It is Scotland’s priciest shooting moor and, its supporters argue, also the classiest.

Millden Estate, after all, was where George VI and his prime minister, Neville Chamberlain, enjoyed some sport just before the onset of the Second World War.

The 20,000-acre estate, one of several landed piles in the Angus Glens, is iconic for supporters of grouse shooting the giant estate. 

Fairly or unfairly, say industry watchers, it has become symbolic for opponents of the industry too.

A decade ago, a tagged golden eagle called Alma was found dead on the estate after being poisoned, leading to a police raid but no arrests or prosecution.  

Eight years ago Millden went on the market for £17.5 million. In the end its owner, London financier Richard Hanson, decided not to sell. But the glossy brochure gave an insight into the scale of the operation.

Agents CKD Galbraith said Millden was “one of the finest sporting estates in Scotland” and “the Holy Grail of shooting”.

At its heart is the 10-bedroom Victorian Millden Lodge and there are two more lodges and multiple other buildings, including three farms and 21 refurbished cottages.

Its grouse moor, in the 2011 ad, was described as “recently rejuvenated”. So much so that its bag is growing: its eight beats have produced an average of 2,352 brace each season over 90 years; in 2010 the figure was 3,033.

The estate also has “established driven low-ground pheasant and partridge shoot” and “eight miles of double-bank fishing on River North Esk with 10 year average of 67 salmon and three sea trout”. 

Mr Hanson, an investment banker, has owned the estate since be bought it from Dame Vivien Duffield in 2004. It is run through a series of companies and a limited liability partnership or LLPs, including one called Millden Sporting LLP, which, as of 2018, reported tangible assets of £17.8m.

The intensively managed grouse estate has been visited by members of the Werritty Review set up by the Scottish Government to look into the future of businesses of its kind.
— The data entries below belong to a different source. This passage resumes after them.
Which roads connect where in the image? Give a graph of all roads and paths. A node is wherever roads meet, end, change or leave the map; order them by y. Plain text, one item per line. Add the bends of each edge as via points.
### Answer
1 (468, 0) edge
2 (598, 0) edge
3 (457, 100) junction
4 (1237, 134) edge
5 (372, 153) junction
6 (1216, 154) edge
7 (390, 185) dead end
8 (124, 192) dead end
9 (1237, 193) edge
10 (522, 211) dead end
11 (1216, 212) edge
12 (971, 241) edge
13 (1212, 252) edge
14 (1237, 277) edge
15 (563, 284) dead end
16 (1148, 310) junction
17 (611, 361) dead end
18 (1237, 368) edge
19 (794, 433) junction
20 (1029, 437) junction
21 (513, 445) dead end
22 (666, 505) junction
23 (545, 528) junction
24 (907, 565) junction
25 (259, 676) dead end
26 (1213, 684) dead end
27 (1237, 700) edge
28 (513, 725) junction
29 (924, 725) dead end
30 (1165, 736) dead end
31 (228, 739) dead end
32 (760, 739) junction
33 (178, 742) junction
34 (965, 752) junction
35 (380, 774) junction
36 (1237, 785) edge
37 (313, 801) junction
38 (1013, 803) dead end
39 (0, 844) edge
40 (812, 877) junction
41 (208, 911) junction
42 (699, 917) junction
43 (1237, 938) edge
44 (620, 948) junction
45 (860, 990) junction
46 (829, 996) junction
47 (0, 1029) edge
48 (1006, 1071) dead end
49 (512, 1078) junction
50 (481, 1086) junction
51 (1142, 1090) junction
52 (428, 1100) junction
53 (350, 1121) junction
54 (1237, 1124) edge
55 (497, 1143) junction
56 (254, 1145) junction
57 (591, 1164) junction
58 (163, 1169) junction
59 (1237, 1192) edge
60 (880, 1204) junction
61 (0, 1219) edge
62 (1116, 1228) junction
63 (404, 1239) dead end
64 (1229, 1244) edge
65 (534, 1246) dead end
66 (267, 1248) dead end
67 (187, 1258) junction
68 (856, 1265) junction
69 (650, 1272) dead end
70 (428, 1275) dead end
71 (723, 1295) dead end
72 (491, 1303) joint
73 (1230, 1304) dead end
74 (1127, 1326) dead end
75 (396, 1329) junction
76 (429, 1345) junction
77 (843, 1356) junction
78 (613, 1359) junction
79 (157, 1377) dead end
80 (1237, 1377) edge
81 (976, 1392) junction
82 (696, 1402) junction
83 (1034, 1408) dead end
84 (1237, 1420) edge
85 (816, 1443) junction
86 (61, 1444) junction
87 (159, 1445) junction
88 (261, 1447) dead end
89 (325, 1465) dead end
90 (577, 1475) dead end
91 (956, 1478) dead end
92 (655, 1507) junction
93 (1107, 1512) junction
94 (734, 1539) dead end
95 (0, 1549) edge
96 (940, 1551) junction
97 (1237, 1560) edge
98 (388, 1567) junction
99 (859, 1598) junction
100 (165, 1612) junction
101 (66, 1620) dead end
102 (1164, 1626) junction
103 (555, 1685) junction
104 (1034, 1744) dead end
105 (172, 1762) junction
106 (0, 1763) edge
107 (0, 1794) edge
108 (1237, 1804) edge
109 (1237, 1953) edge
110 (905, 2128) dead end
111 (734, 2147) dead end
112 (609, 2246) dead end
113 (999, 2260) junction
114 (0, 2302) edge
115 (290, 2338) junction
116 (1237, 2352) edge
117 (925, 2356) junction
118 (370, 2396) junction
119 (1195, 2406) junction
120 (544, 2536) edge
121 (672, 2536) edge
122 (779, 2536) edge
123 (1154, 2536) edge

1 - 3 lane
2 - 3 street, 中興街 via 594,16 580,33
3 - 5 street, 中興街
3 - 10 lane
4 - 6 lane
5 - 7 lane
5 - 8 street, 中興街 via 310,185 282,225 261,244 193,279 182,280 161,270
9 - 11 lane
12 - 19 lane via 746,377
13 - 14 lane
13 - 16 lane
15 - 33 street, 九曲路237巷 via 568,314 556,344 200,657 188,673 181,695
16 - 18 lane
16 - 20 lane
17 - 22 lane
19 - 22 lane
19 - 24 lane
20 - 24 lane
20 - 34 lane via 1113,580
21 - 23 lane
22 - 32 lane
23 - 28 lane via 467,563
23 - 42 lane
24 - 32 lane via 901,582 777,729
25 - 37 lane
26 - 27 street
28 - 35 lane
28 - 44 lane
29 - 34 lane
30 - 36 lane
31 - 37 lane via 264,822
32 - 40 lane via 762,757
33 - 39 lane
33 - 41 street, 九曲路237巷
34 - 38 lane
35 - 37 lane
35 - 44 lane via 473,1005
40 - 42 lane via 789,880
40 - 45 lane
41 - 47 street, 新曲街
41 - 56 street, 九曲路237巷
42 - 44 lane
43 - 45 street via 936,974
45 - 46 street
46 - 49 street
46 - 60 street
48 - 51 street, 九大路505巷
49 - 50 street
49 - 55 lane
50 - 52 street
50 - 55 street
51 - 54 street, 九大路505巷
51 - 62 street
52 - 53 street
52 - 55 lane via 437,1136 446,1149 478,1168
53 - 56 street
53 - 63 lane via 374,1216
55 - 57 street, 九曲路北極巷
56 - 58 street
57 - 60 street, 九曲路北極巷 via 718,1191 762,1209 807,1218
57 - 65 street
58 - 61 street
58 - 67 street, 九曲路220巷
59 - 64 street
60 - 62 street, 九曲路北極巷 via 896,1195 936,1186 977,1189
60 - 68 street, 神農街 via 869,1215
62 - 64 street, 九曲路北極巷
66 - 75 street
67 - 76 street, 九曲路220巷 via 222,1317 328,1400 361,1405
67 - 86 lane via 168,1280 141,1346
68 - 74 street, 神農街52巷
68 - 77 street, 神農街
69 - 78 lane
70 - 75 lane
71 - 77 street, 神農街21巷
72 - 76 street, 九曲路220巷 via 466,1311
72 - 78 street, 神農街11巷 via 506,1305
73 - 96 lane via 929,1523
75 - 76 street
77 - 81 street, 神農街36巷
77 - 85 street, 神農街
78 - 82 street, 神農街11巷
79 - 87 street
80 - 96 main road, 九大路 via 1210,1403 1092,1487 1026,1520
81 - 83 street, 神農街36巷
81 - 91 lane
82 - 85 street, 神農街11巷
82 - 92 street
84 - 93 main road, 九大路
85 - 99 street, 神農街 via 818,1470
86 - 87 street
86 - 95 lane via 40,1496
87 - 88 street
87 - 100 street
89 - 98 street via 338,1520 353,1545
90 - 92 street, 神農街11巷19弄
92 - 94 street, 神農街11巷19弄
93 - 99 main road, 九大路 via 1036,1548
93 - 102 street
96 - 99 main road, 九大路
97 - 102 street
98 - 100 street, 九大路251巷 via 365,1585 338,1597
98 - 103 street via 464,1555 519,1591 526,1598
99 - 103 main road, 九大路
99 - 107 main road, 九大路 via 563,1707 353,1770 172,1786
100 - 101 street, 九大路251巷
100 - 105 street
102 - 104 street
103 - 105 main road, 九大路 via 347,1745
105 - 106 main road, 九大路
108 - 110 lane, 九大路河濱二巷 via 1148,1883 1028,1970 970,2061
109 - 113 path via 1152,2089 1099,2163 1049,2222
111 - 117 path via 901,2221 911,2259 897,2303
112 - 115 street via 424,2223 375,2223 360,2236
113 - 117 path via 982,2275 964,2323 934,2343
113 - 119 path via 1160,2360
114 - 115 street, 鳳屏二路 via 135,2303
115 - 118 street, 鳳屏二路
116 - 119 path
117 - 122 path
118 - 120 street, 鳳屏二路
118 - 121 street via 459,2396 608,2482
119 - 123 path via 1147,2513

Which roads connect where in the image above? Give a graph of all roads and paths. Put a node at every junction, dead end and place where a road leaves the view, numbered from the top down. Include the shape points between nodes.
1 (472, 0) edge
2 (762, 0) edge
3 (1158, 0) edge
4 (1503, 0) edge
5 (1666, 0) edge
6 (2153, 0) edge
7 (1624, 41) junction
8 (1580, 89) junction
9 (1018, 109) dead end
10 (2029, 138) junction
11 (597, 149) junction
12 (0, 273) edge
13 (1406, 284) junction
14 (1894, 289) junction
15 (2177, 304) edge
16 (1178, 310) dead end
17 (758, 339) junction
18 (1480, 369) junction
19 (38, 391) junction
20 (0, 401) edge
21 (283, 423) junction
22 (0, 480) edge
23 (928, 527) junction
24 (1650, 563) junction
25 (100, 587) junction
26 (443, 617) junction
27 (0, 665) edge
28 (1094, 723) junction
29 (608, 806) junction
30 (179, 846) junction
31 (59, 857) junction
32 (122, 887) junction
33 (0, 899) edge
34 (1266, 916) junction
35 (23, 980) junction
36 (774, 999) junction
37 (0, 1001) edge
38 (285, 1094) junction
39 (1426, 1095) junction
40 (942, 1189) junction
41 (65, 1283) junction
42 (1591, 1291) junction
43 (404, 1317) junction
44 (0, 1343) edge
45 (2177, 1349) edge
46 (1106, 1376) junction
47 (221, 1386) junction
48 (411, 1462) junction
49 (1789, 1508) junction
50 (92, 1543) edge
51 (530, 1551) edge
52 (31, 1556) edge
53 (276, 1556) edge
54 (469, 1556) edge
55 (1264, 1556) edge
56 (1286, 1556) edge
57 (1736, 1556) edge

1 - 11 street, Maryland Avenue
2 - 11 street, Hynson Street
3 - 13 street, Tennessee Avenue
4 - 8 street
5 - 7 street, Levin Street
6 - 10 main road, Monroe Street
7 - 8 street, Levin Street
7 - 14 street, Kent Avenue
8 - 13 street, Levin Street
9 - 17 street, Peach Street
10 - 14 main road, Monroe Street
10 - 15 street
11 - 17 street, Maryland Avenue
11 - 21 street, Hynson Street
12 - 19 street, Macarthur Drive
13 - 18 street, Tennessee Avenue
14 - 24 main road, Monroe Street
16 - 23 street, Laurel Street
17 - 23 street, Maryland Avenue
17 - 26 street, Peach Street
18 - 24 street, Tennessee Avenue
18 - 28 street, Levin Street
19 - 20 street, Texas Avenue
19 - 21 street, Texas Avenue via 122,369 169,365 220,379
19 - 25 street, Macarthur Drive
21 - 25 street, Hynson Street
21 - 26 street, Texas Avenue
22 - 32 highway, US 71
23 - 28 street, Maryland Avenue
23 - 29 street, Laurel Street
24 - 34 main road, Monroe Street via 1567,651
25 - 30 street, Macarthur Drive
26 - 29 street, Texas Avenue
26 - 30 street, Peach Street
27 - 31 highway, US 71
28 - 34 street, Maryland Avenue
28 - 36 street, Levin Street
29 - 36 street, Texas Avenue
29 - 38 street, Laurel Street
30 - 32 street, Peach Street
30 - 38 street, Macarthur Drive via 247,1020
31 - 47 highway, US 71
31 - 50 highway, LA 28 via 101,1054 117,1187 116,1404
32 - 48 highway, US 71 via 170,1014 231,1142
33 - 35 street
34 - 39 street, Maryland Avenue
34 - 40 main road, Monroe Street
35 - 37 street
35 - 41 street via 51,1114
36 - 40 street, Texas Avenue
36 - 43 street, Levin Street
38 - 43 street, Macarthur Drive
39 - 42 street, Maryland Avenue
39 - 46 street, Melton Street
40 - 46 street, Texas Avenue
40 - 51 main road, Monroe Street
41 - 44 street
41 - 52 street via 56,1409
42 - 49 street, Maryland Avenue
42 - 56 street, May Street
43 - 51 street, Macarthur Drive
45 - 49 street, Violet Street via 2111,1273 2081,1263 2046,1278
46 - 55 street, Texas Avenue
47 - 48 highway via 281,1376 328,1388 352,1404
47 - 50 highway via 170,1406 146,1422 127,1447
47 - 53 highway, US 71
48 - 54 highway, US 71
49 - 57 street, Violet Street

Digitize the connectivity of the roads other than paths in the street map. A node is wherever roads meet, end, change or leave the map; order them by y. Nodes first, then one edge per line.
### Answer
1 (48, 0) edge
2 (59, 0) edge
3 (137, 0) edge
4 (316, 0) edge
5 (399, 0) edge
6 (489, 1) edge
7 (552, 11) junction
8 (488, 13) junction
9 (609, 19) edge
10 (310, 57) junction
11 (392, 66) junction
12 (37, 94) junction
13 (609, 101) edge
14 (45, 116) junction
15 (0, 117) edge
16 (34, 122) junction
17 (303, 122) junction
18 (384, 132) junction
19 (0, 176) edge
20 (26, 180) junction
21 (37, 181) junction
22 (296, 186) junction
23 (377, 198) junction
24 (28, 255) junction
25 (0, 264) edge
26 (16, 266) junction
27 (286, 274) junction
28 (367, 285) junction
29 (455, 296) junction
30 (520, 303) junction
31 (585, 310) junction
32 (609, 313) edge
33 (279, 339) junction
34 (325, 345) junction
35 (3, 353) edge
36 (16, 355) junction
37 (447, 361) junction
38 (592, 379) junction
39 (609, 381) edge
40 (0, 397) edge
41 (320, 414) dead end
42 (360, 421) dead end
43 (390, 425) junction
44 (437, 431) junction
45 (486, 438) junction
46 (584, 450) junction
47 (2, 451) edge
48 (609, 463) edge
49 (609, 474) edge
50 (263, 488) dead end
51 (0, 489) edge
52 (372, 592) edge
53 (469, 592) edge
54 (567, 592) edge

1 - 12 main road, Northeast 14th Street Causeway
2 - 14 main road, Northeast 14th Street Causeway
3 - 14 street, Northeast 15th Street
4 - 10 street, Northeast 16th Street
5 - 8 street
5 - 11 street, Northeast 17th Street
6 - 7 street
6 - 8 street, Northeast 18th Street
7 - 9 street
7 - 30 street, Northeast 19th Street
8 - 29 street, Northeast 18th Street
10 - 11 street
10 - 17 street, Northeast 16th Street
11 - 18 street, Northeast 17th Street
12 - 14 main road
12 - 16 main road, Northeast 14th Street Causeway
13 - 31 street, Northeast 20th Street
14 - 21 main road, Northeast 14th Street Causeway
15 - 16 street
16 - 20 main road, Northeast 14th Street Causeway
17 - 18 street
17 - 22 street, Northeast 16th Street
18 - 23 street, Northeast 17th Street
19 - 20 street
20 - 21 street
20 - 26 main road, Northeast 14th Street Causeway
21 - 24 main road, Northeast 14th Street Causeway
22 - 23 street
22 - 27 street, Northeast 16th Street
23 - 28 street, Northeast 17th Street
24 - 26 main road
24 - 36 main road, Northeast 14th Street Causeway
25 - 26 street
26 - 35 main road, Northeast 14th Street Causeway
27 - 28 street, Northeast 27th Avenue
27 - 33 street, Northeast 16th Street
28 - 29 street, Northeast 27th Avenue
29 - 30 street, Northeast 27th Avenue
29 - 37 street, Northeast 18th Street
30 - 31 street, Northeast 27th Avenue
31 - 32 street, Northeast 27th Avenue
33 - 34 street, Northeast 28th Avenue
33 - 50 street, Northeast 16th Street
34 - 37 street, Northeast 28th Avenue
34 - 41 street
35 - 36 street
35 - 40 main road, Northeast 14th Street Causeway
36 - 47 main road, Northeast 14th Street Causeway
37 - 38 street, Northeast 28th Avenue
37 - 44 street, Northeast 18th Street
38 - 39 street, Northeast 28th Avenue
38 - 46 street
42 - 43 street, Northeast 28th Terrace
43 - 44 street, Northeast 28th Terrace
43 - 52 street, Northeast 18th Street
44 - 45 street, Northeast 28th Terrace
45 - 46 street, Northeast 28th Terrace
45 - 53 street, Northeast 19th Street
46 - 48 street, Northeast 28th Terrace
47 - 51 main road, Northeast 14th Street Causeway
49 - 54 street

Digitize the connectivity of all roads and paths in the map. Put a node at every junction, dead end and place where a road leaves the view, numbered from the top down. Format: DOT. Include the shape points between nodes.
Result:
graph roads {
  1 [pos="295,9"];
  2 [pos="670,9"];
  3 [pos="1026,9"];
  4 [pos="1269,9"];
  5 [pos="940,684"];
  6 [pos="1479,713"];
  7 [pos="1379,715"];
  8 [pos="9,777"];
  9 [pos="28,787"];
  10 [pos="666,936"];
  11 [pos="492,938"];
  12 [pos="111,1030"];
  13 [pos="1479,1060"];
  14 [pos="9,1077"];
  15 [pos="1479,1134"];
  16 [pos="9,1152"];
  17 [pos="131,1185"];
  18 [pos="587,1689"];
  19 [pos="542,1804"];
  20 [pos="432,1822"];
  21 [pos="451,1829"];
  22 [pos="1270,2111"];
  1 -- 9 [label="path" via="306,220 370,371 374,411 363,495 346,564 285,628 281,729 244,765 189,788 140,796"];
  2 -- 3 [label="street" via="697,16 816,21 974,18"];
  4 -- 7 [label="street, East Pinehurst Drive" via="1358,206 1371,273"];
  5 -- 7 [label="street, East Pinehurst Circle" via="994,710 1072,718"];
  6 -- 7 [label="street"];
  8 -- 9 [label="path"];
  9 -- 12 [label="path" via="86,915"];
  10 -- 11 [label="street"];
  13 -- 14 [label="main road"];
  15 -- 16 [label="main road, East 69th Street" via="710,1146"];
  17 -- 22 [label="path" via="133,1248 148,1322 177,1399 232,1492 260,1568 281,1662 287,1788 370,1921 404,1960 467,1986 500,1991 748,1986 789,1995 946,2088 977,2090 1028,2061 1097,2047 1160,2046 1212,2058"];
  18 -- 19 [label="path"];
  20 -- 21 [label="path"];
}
Millden employees have been photographed with Fergus Ewing, the secretary for rural economy.

Insiders say the raid on two of its properties by the Scottish SPCA and Police Scotland has come at a difficult time for the shooting industry, which is eager to distance itself from what it sees as previous bad practices.

The estate itself, it has stressed, is not the focus of  the investigation and it has suspended an employee. 

Dr Ruth Tingay, author of the Raptor Persecution UK blog and a fierce critic of grouse shooting, said: “Millden Estate has been of interest to me since 2009 when a satellite-tagged golden eagle was found poisoned on the grouse moor. 

“This estate is a member of the Angus Glens Moorland Group, feted by senior politicians and held as an apparent exemplar of conservation. I’ll be following this investigation closely”.